Ausbau der Brückenstraße mit Begrünung

Im September 2022 fanden zwei Veranstaltungen statt:

Im Sitzungssaal des Technischen Rathauses fand am 19. September 2022 eine öffentliche Sitzung der Grünen-Fraktion statt, bei der mit Bürgern über das Vorhaben der Gestaltung der Brückenstraße zwischen Theaterstraße/Mühlenstraße und Straße der Nationen diskutiert wurde. Es gab einen Ratsbeschluss, wonach dort die Straßenbahn künftig verkehren soll und zwar in Mittellage. Den Antrag der BÜNDNISGRÜNEN Fraktionsgemeinschaft zu Verkehrsberuhigung der Brückenstraße lehnte die Stadtratsmehrheit ab.

Die Entwurfsplanung ist zwar noch nicht fertig, aber die Straßenbahn, die dort in kurzen Abständen verkehren soll, wird die Transparenz zwischen den Straßenseiten nicht fördern sondern eher bremsen. Es gibt noch die Möglichkeit, die Trasse in Seitenlage zu verlegen und den Mittelteil der Straße wie auf dem Bild zu begrünen.

 

Die Verbindung des Zentrums mit den Einrichtungen Kunstsammlungen, Theater, Uni und der neuer Bibliothek muss jedenfalls besser werden. Die wichtige Fläche vor dem Marx-Kopf diente immer für Volksfeste. Das hat Frau Brittnacher mit ihrem Wimmelbild sehr schön dargestellt und vom Publikum kam die Frage: „warum nicht so“?  

Das Ziel des Mittelsächsischen Verkehrsverbundes, die umliegenden Städte und Gemeinden mit der Straßenbahn zu erreichen ist zwar positiv zu beurteilen, darf aber nicht zu Lasten der Entwicklung und Überlastung des Stadtzentrums führen.

Es bleiben Möglichkeiten, entlang der Straße an der Stadthallenseite Bäume zu pflanzen, damit die Aufheizung der Straßen verhindert wird und um den „Kopf“ wieder die Originalbepflanzung vorzusehen.

Die derzeitige Brückenstraße mit dem Karl-Marx-Kopf.

Illustration: Stephanie Brittnacher

Bebauung der Bahnhofstraße, Baufelder 1-5

Im Versammlungsraum der Stadtbibliothek stellten unter Anwesenheit des Baubürgermeisters Michael Stötzer die beiden Investorengruppen Simmel Chemnitz GmbH (Baufelder 1 und 2) und BPD Immobilienentwicklung (Baufelder 4 und 6), sowie die Hansa Real Estate (Baufelder 3 und 5)  am 20. September 2022 Ihre Planungen vor. 

Bei langwierigen archäologischen Grabungen wurde ein sensationeller Fund, eine Mikwe freigelegt. Das ist ein jüdisches rituelles Tauchbad, das in einem der Häuser in dem ehemaligen Zentrumsbereich verschüttet war. Der Baufortschritt ist in den Baufeldern 1 und 2 am weitesten gediehen. Ein Modell veranschaulichte das künftige Aussehen.

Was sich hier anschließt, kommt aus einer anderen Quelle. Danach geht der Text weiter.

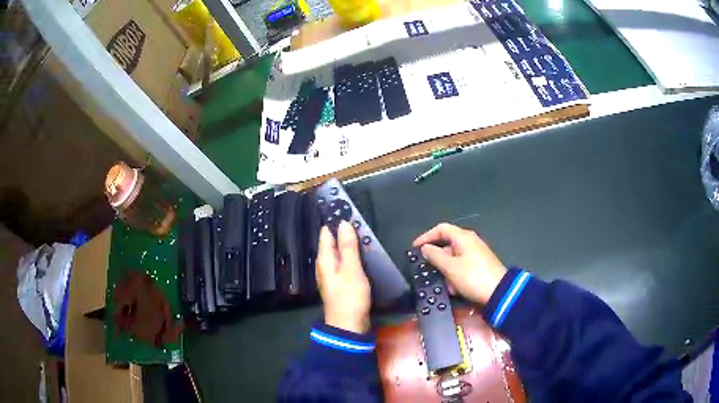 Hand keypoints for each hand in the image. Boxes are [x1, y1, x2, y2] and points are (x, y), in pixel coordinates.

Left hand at [316, 221, 371, 332]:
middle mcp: (324, 265)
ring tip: (359, 232)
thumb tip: (343, 223)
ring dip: (346, 244)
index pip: (326, 234)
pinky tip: (358, 255)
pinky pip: (343, 263)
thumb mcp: (351, 269)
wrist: (348, 325)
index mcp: (324, 260)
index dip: (333, 222)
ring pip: (337, 254)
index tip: (343, 208)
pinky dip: (350, 256)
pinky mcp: (340, 284)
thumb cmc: (349, 296)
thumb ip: (348, 247)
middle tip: (355, 217)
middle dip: (340, 231)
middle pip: (330, 244)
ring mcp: (331, 275)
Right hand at [413, 223, 506, 304]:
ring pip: (453, 259)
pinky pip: (461, 267)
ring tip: (446, 285)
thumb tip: (425, 248)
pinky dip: (455, 276)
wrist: (498, 292)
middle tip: (428, 271)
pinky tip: (455, 289)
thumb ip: (434, 256)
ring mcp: (475, 254)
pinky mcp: (479, 265)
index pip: (440, 229)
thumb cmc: (472, 277)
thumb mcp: (450, 267)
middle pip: (446, 245)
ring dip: (446, 272)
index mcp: (463, 237)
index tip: (415, 248)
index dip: (426, 236)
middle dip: (437, 260)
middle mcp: (469, 242)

Das Stadtforum stellte die Frage, wie die Baufelder zum urbanen Leben in der Innenstadt beitragen können, wenn die Kernstadt durch eine sechsspurige Straße von den Baufeldern getrennt ist. Hier offenbart sich das alte Problem, das nicht verfolgt wird, nämlich die Verlegung der Straße in einen Innenstadtring. Weiterhin wird bedauert, dass das viele Grün und die bequeme Parkfläche neben dem Kulturkaufhaus entfällt. Letzteres leidet ohnehin schon an Leerstand und Besuchermangel. Auf solche Fragen erhält man meistens nur vage Antworten. Bereits die abweisende lange Glasfront der energie eins- Zentrale trägt nicht zum Verweilen dort bei. Kein Kaffee und kein Geschäft vom Johannisplatz bis zum SMAC (ehemaliges Schocken-Kaufhaus) ziehen die Menschen an.

Positive Nachricht: Seit Anfang des Jahres gibt es eine Direktverbindung von Chemnitz nach Rostock über Riesa-Berlin in etwa 5 Stunden. Da waren auch Akteure hinterher, um das zu verwirklichen. Immer noch ist Chemnitz aber abgehängt von früher bestehenden Direktverbindungen.

 

Ausblick auf die Bahnhofstraße in Richtung Stefan-Heym-Platz/smac.

Die Bahnhofstraße zwischen Stefan-Heym-Platz und Zentralhaltestelle. Unten rechts befindet sich das ehemalige Kaufhaus Schocken (heute smac).